**Exercise requirements**
Each line that includes "江南中路" must be copied from the records.
........
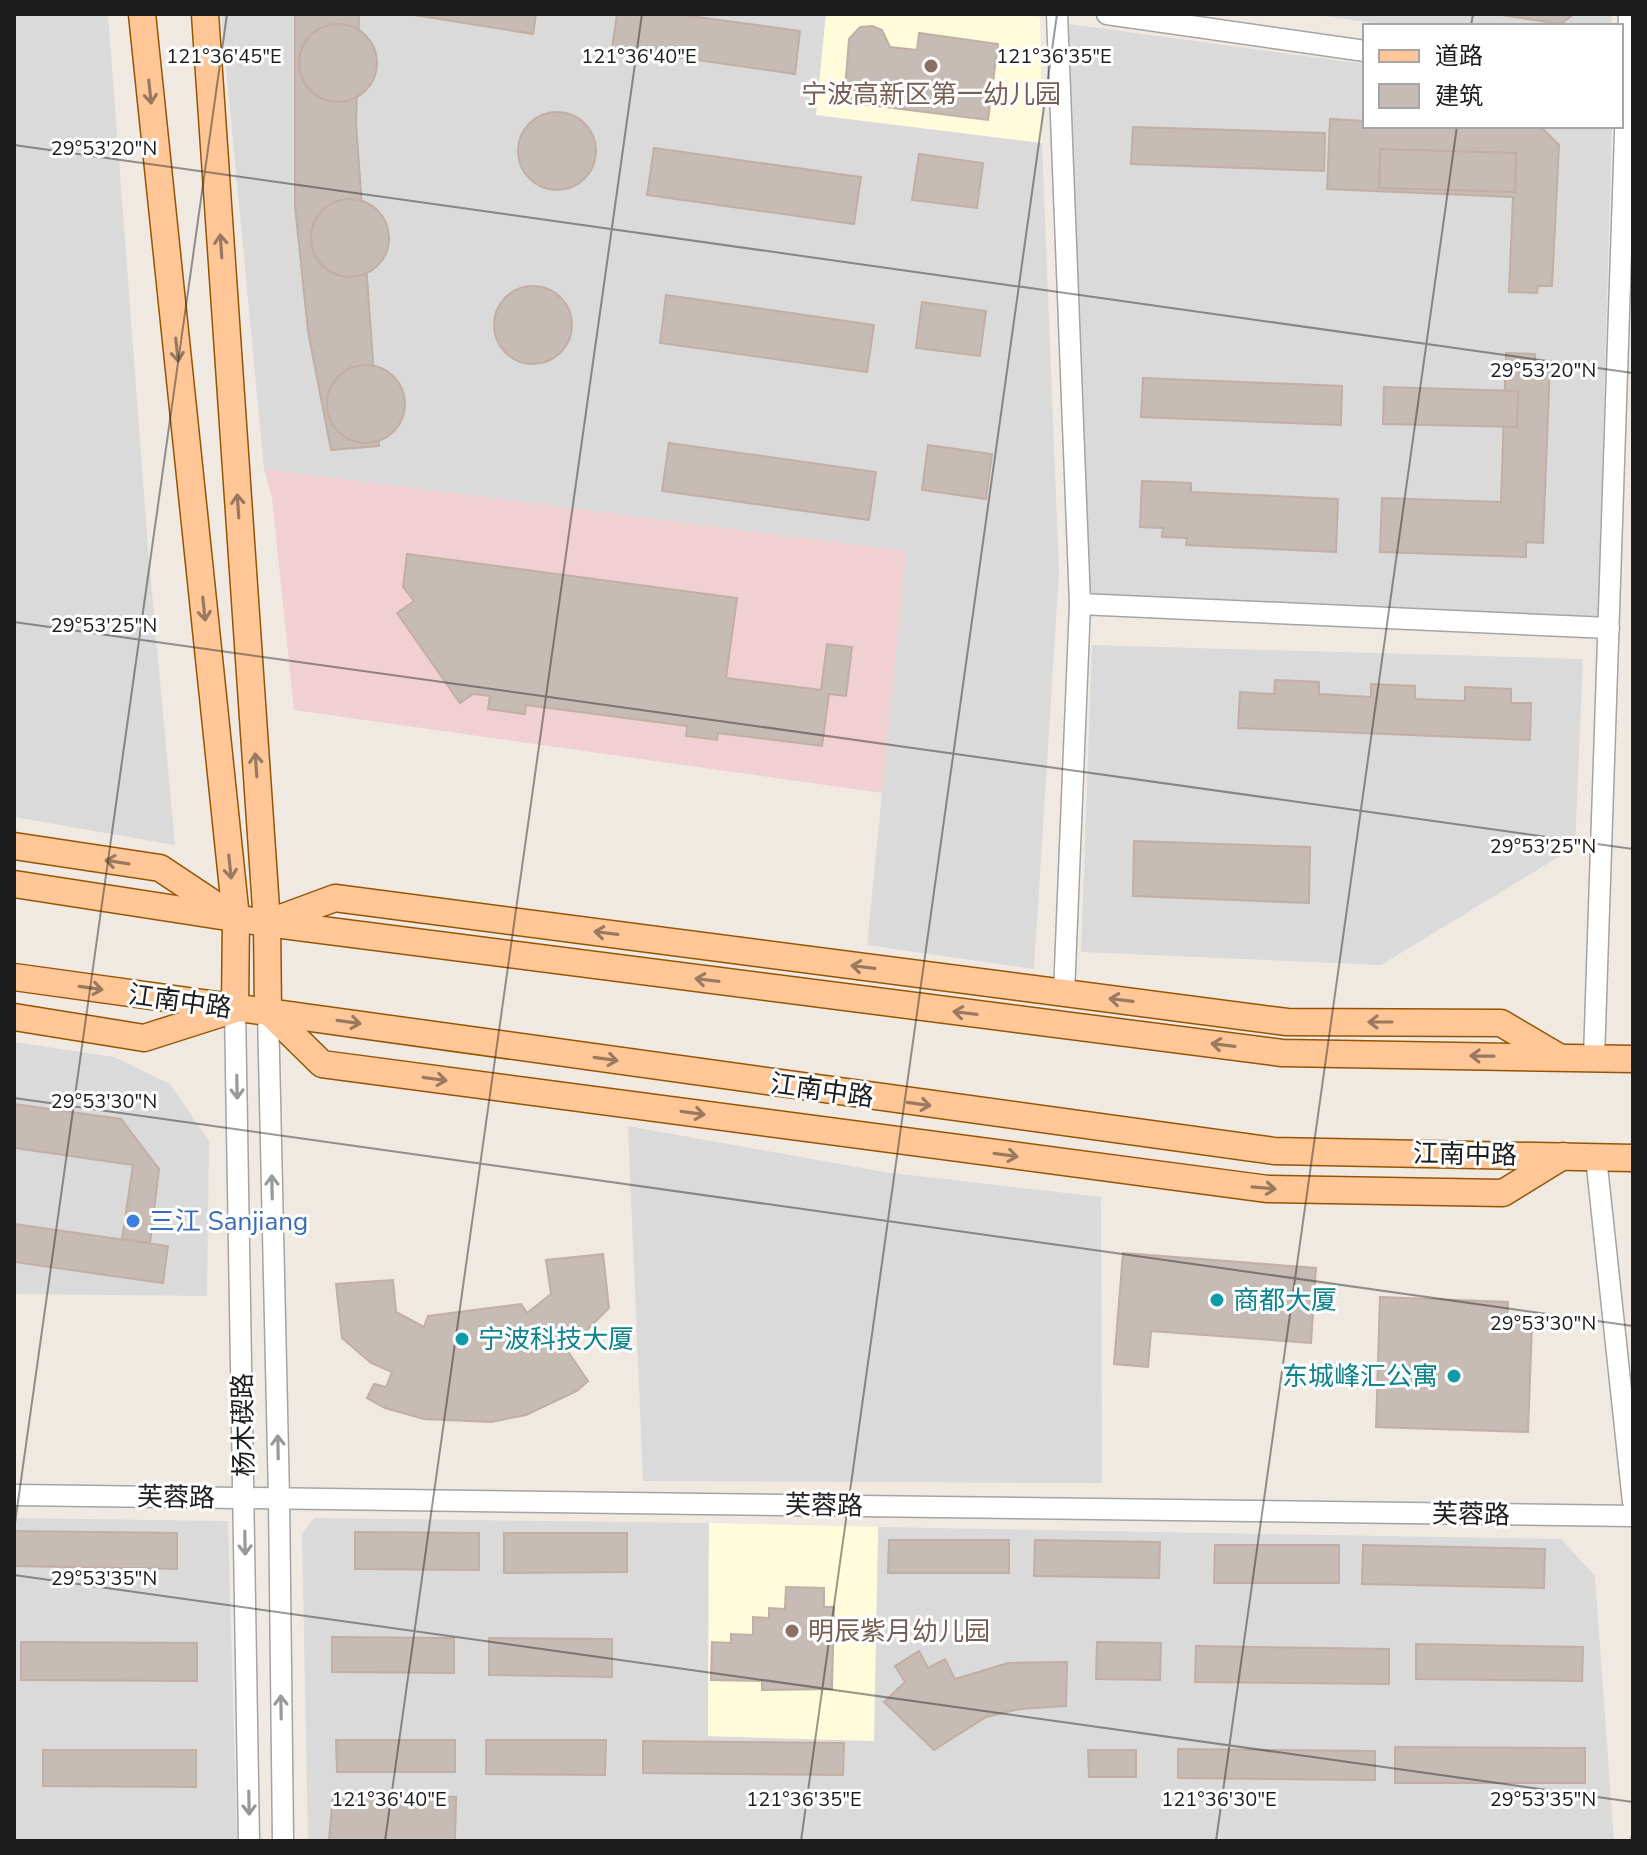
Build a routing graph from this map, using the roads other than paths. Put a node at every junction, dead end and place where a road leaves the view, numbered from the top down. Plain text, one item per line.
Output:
1 (142, 14) edge
2 (205, 14) edge
3 (1057, 14) edge
4 (1107, 14) edge
5 (1629, 14) edge
6 (1363, 51) edge
7 (1624, 88) edge
8 (1623, 124) edge
9 (1623, 128) edge
10 (1080, 604) junction
11 (1609, 628) junction
12 (14, 846) edge
13 (14, 884) edge
14 (236, 918) junction
15 (267, 923) junction
16 (14, 977) edge
17 (1064, 993) junction
18 (235, 1009) junction
19 (268, 1011) junction
20 (14, 1017) edge
21 (1560, 1058) junction
22 (1594, 1058) junction
23 (1633, 1059) edge
24 (1563, 1156) junction
25 (1596, 1157) junction
26 (1633, 1158) edge
27 (14, 1495) edge
28 (245, 1498) junction
29 (279, 1498) junction
30 (1633, 1502) edge
31 (1633, 1516) edge
32 (249, 1841) edge
33 (283, 1841) edge

1 -> 14 main road
15 -> 2 main road
3 - 10 street
4 - 6 street
5 - 7 street
7 - 8 street
9 - 11 street
10 - 11 street
10 - 17 street
11 - 22 street
14 -> 12 main road
13 - 14 main road
14 - 15 main road
14 - 18 main road
17 -> 15 main road
15 - 19 main road
21 -> 15 main road
16 -> 18 main road, 江南中路
21 -> 17 main road
18 - 19 main road, 江南中路
18 - 20 main road
18 -> 28 street, 杨木碶路
19 -> 24 main road, 江南中路
19 -> 24 main road
29 -> 19 street, 杨木碶路
21 - 22 main road
22 - 23 main road
24 - 25 main road, 江南中路
25 - 26 main road, 江南中路
25 - 30 street
27 - 28 street, 芙蓉路
28 - 29 street, 芙蓉路
28 -> 32 street, 杨木碶路
29 - 31 street, 芙蓉路
33 -> 29 street, 杨木碶路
........
**Exercise answer**
16 -> 18 main road, 江南中路
18 - 19 main road, 江南中路
19 -> 24 main road, 江南中路
24 - 25 main road, 江南中路
25 - 26 main road, 江南中路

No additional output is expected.